Raw data:
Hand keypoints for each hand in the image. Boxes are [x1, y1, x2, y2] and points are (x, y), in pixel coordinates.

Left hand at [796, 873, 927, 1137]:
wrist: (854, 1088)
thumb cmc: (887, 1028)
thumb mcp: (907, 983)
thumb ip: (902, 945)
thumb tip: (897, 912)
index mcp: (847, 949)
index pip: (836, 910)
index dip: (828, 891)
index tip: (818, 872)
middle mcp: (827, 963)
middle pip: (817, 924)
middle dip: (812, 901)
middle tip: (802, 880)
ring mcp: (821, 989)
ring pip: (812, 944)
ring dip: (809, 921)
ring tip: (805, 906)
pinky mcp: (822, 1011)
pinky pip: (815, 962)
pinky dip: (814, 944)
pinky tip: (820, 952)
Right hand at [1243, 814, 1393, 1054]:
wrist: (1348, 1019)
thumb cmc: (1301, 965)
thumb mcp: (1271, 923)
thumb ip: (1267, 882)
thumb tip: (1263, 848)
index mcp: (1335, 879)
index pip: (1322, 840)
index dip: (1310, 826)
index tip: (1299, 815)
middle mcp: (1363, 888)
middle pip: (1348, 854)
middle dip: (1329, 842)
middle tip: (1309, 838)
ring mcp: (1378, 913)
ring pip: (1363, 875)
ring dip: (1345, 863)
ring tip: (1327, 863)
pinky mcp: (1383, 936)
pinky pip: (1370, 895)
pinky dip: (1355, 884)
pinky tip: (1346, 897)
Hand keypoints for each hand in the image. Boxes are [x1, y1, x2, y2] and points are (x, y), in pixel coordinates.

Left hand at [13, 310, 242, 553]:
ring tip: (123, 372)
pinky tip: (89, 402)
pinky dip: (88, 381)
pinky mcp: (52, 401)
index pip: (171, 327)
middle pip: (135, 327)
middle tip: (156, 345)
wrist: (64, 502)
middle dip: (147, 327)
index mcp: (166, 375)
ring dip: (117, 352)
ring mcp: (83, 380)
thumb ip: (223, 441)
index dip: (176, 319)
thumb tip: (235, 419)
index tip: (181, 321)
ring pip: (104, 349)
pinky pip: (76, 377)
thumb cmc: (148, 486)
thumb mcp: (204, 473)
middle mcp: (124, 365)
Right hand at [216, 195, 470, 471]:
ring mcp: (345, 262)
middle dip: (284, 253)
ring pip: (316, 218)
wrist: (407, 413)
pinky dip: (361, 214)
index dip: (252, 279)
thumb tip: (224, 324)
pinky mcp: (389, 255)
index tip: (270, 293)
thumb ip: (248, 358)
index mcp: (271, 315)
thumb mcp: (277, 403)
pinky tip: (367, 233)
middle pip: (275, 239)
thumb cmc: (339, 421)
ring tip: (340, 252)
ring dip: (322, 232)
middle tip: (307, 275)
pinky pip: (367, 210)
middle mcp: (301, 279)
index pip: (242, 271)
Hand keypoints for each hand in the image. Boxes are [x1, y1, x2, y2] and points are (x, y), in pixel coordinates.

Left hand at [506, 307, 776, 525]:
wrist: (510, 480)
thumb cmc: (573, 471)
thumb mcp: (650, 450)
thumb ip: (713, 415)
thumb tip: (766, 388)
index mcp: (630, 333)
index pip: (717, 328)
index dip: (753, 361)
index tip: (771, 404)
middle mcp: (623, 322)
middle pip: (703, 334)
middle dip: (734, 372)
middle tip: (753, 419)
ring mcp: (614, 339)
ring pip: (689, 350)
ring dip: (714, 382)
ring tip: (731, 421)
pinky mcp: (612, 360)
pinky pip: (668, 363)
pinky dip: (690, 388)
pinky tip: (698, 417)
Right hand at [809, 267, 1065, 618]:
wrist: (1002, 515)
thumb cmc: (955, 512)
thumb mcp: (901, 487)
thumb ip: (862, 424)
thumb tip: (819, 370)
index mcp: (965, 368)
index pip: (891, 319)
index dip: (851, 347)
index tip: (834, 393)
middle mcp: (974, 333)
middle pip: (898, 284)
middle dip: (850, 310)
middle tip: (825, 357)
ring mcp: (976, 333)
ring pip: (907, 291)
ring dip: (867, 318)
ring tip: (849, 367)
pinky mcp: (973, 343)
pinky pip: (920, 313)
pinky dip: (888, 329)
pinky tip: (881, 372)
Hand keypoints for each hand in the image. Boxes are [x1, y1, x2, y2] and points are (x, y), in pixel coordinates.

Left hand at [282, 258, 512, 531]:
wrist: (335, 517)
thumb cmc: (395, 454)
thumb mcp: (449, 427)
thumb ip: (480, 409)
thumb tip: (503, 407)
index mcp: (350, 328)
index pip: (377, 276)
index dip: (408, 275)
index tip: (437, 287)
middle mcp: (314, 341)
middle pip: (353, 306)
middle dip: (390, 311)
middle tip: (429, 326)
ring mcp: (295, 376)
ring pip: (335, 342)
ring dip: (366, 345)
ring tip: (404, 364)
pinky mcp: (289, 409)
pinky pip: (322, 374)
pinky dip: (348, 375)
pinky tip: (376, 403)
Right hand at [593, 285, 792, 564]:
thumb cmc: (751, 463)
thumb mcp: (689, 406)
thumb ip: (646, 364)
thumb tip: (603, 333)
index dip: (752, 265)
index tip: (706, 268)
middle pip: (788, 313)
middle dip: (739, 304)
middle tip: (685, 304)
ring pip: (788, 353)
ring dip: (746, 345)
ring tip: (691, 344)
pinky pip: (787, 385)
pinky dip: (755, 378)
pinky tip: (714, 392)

Task statement:
Among the records above, find each line holding the string "wrist" and pull it out.

Written solution:
wrist: (854, 1088)
wrist: (1348, 1019)
wrist: (64, 502)
wrist: (407, 413)
wrist: (510, 480)
wrist: (1002, 515)
wrist: (335, 517)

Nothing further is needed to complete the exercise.